The point that we can understand from the above case is that, a direct claim by a
third party was admitted against the principal for contracts made by his agent for the
benefit of the principal.
The trend of being represented through an agent spread somehow readily in the
course of the 12th and 13th centuries owing to the allied influence of mercantile
necessity and cannon law. In addition to this the development of trading companies,
which must necessarily act through agents, helped its further development.
In the medieval period, the idea that it is possible to make a contract through an
agent, and that it is possible for a man to ratify for a contract made on his behalf
through an agent was recognized by the common law. The common law also,
accordingly, recognized that on such contracts by an agent on behalf of his principal,
it was to be held that the principal and not the agent was liable, not only when the
agent had express authority to do the particular acts, but also when he acted within
the scope of an authority to do acts of a particular kind.

Therefore the law came to be framed as the below:

As agent is only a connecting link between his principal and the third party, he
cannot, as a rule, personally enforce the contract entered into by him on behalf of his
principal, nor can he be personally liable for such contracts in the absence of a
contract to the contrary. But there are circumstances under which the agent incurs
personal liability.
HISTORY AND DEVELOPMENT OF CONTRACT LAW

The historical development of contract law can be under stood in terms of the
conceptual foundations of obligations, which was traced back to ancient and
classical Roman law. However the foundations of the present day law of contract
were laid in the 19th century. This period in history saw the rapid expansion of trade
and industry inevitable resulting in the increments in the volume of commercial
disputes as a result people turned to the court of law for solutions. Gradually, there
developed a body of settled rules which reflected and of the disputes from which
they arose and the prevailing belief of the time. However, this rules and belief are
affected by the dominant economic philosophy, the so called the laissez-faire
individualism-the view that the state should not meddle in the affairs of business and
that individuals should be free to determine their own destinies.
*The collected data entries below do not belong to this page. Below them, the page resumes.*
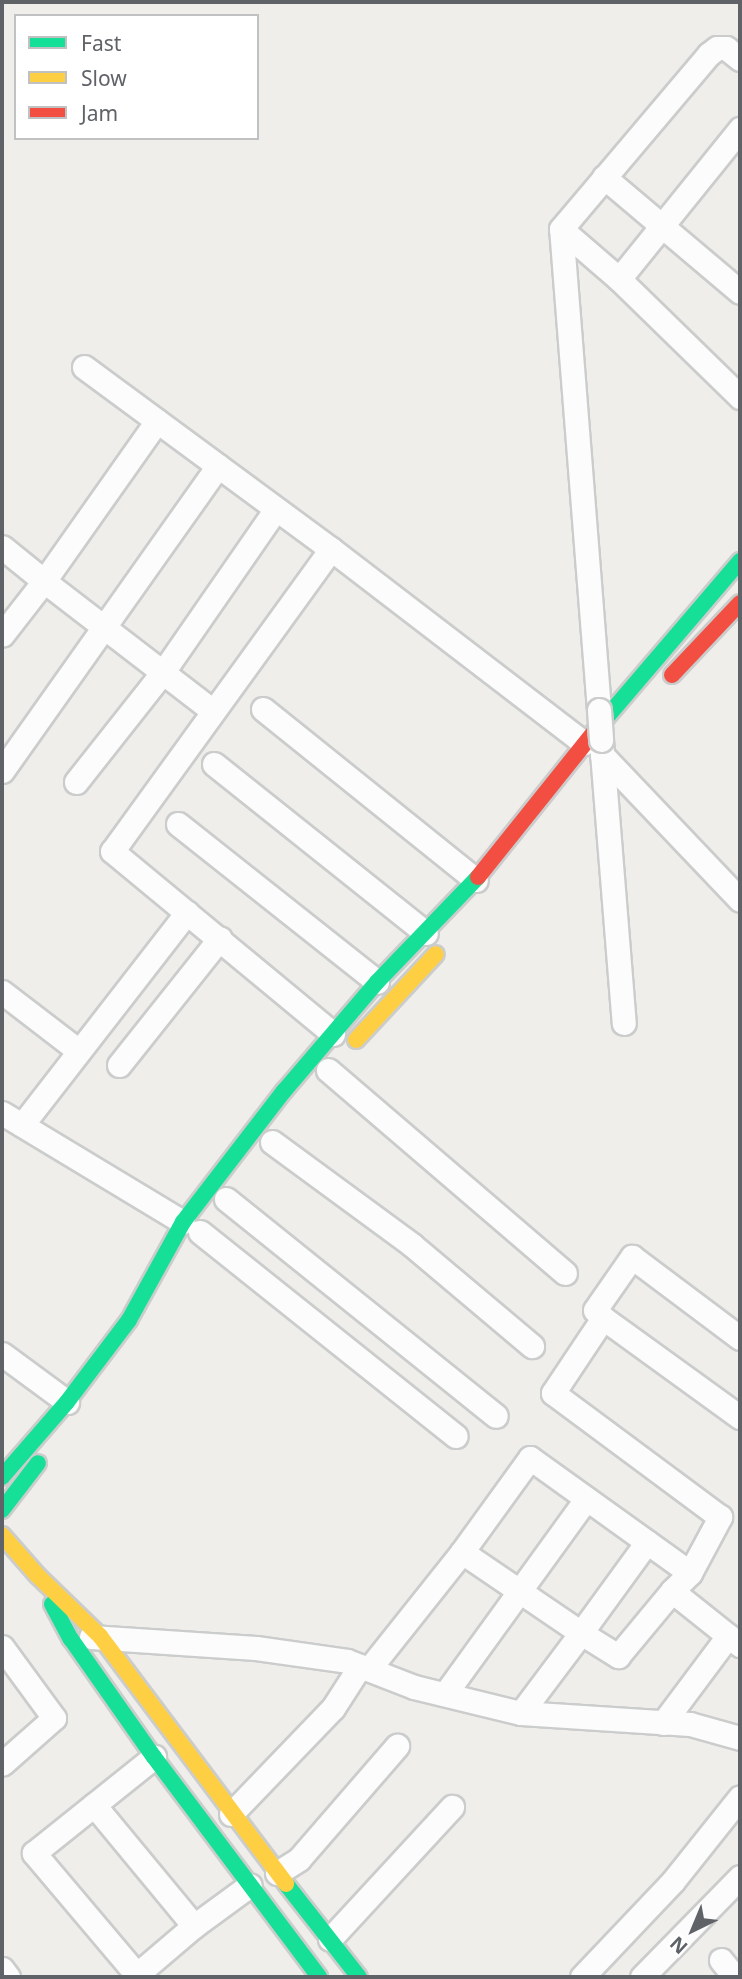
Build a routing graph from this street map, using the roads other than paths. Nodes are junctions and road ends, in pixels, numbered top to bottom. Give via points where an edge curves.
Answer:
1 (740, 59) edge
2 (740, 129) edge
3 (604, 177) junction
4 (664, 228) junction
5 (561, 229) junction
6 (619, 279) junction
7 (740, 292) edge
8 (84, 367) dead end
9 (740, 397) edge
10 (157, 421) junction
11 (218, 466) junction
12 (276, 509) junction
13 (2, 547) edge
14 (331, 549) junction
15 (740, 561) edge
16 (44, 581) junction
17 (740, 603) edge
18 (102, 626) junction
19 (2, 635) edge
20 (163, 672) junction
21 (665, 683) dead end
22 (263, 709) dead end
23 (214, 711) junction
24 (602, 743) junction
25 (214, 764) dead end
26 (2, 771) edge
27 (587, 775) dead end
28 (76, 782) dead end
29 (178, 824) dead end
30 (476, 880) junction
31 (740, 900) edge
32 (187, 912) junction
33 (426, 933) junction
34 (220, 938) junction
35 (450, 938) dead end
36 (377, 982) junction
37 (2, 992) edge
38 (624, 1023) dead end
39 (79, 1051) junction
40 (333, 1059) junction
41 (119, 1065) dead end
42 (12, 1119) edge
43 (272, 1142) dead end
44 (230, 1194) joint
45 (192, 1232) junction
46 (565, 1273) dead end
47 (161, 1297) dead end
48 (603, 1318) junction
49 (740, 1338) edge
50 (532, 1346) dead end
51 (2, 1354) edge
52 (67, 1402) junction
53 (496, 1416) dead end
54 (740, 1417) edge
55 (456, 1436) dead end
56 (10, 1453) edge
57 (2, 1477) edge
58 (586, 1499) junction
59 (2, 1510) edge
60 (2, 1535) edge
61 (647, 1542) junction
62 (462, 1552) junction
63 (690, 1573) junction
64 (37, 1575) junction
65 (520, 1591) junction
66 (672, 1591) junction
67 (582, 1633) junction
68 (100, 1636) junction
69 (71, 1639) junction
70 (734, 1640) edge
71 (4, 1654) edge
72 (365, 1668) junction
73 (445, 1694) junction
74 (522, 1713) junction
75 (663, 1723) junction
76 (740, 1738) edge
77 (397, 1746) dead end
78 (155, 1758) junction
79 (2, 1764) edge
80 (740, 1797) edge
81 (94, 1805) junction
82 (452, 1807) dead end
83 (231, 1814) junction
84 (277, 1873) junction
85 (250, 1885) junction
86 (737, 1886) edge
87 (194, 1926) junction
88 (330, 1939) junction
89 (2, 1969) edge
90 (135, 1976) edge
91 (8, 1977) edge
92 (319, 1977) edge
93 (359, 1977) edge
94 (582, 1977) edge
95 (642, 1977) edge

1 - 3 street via 726,48 709,54
2 - 4 street
3 - 4 street
3 - 5 street
4 - 6 street
4 - 7 street
5 - 6 street
5 - 24 street, bridge
6 - 9 street
8 - 10 street
10 - 11 street
10 - 16 street
11 - 12 street
11 - 18 street
12 - 14 street
12 - 20 street
13 - 16 street
14 - 23 street
14 - 24 street
15 - 24 street
16 - 18 street
16 - 19 street
17 - 21 street
18 - 20 street
18 - 26 street
20 - 23 street
20 - 28 street
22 - 30 street
23 - 32 street via 112,851
24 - 27 street
24 - 30 street
24 - 31 street
24 - 38 street
25 - 33 street
29 - 36 street
30 - 33 street
32 - 34 street
32 - 39 street
33 - 36 street
34 - 40 street
34 - 41 street
35 - 40 street
36 - 40 street
37 - 39 street
39 - 42 street
40 - 45 street via 284,1091
40 - 46 street
42 - 45 street
43 - 50 street via 412,1245
44 - 45 street
44 - 53 street
45 - 52 street
45 - 55 street
47 - 59 street via 135,1339
48 - 49 street via 596,1310 632,1257
48 - 54 street
48 - 63 street via 553,1393 720,1517
51 - 52 street
52 - 56 street
56 - 57 street
58 - 61 street
58 - 62 street via 530,1458
58 - 65 street
60 - 64 street
61 - 63 street
61 - 67 street
62 - 65 street
62 - 72 street
63 - 66 street
64 - 68 street
64 - 69 street
65 - 67 street
65 - 73 street
66 - 67 street via 618,1656
66 - 70 street
67 - 74 street
68 - 69 street
68 - 72 street via 256,1648 347,1661
68 - 83 street
69 - 78 street
70 - 75 street
71 - 79 street via 54,1718
72 - 73 street
72 - 83 street
73 - 74 street
74 - 75 street
75 - 76 street via 690,1724
77 - 84 street via 299,1859
78 - 81 street
78 - 85 street
80 - 94 street via 673,1881
81 - 87 street
81 - 90 street via 34,1853
82 - 88 street
83 - 84 street
84 - 88 street
85 - 87 street
85 - 92 street
86 - 95 street
87 - 90 street
88 - 93 street
89 - 91 street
This philosophy was
mirrored in the law of contract by two assumptions-freedom of contract and equality
of bargaining power. According to freedom of contract theory it is assumed that
everyone is free to choose which contracts they entered into and the terms on which
they wish to do so. According to equality of bargaining power theory, the parties
were deemed to have equal power to bargain on their business and deemed to be of
equal bargaining strength.
These theoretical foundations of contract law produced an acceptable legal
framework for the regulation of business transaction that resulted in the
crystallization or codifications of contract laws across the world. The two theories did
also define the role of the courts. Courts were required to enforce the agreement of
the parties, as it was without questions its fairness etc. Over years the freedom of
contract theory though maintained at present is subjected to different limitations. The
theory of equality of bargaining power had brought certain unnecessary results
because parties to a contract do not necessarily have equality. For example,
employers and employees, producers and consumers, lenders and borrowers do not
have equal power in the negotiations. Employees, for example, did not have equal
bargaining power with employers, and as a result entered in to contracts the terms of
which were more favorable to the employers (employees were supposed to work for
as long as 16 hours per day & more, less wages etc). Courts were simply required to
enforce such terms. This led to dissatisfaction, riots, unrest etc calling for
government intervention. Thus, governments do lay down the minimum conditions
for enforceable employment contracts. Today, we find the law of contract providing
the conditions for the making and enforcement of contract. However, we should note
that the theory of freedom of contract and equality of bargaining power are still the
foundations of contract law in many legal systems.
To break a contract and injure the other party was considered as immoral. So the
action for recovery of damages for breach of contract was considered as a suitable
remedy in such cases. Commerce was growing in the 18th -19th centuries, and all
dealings related to commerce were dependant on credit and this credit was matured
on promise. Thus, if the promise was broken, the edifice of commerce stood in
danger. So, Sir George Paton has rightly stated “Credit depends essentially on ability
to rely on the promise of others and thus can flourish only where there is a fully
developed law of contract.” The cause of justice was considered another ground on
which the moral basis of contract was developed. If parties come to an agreement
freely and independently, it means they are enabled to keep the agreements also.
The law of contract is a sanction for the legal enforcement of such promises; it
guarantees the fulfillment of reasonable expectations. Further Professor Plucknett
Pithily made it more clear in his own words: “The church very early took a strong
view of the sanctity of contractual relationships, insisting that in conscience the
obligation of a contract was completely independent of writings, forms and
ceremonies and tried so far as he could translate this moral theory into terms of law.”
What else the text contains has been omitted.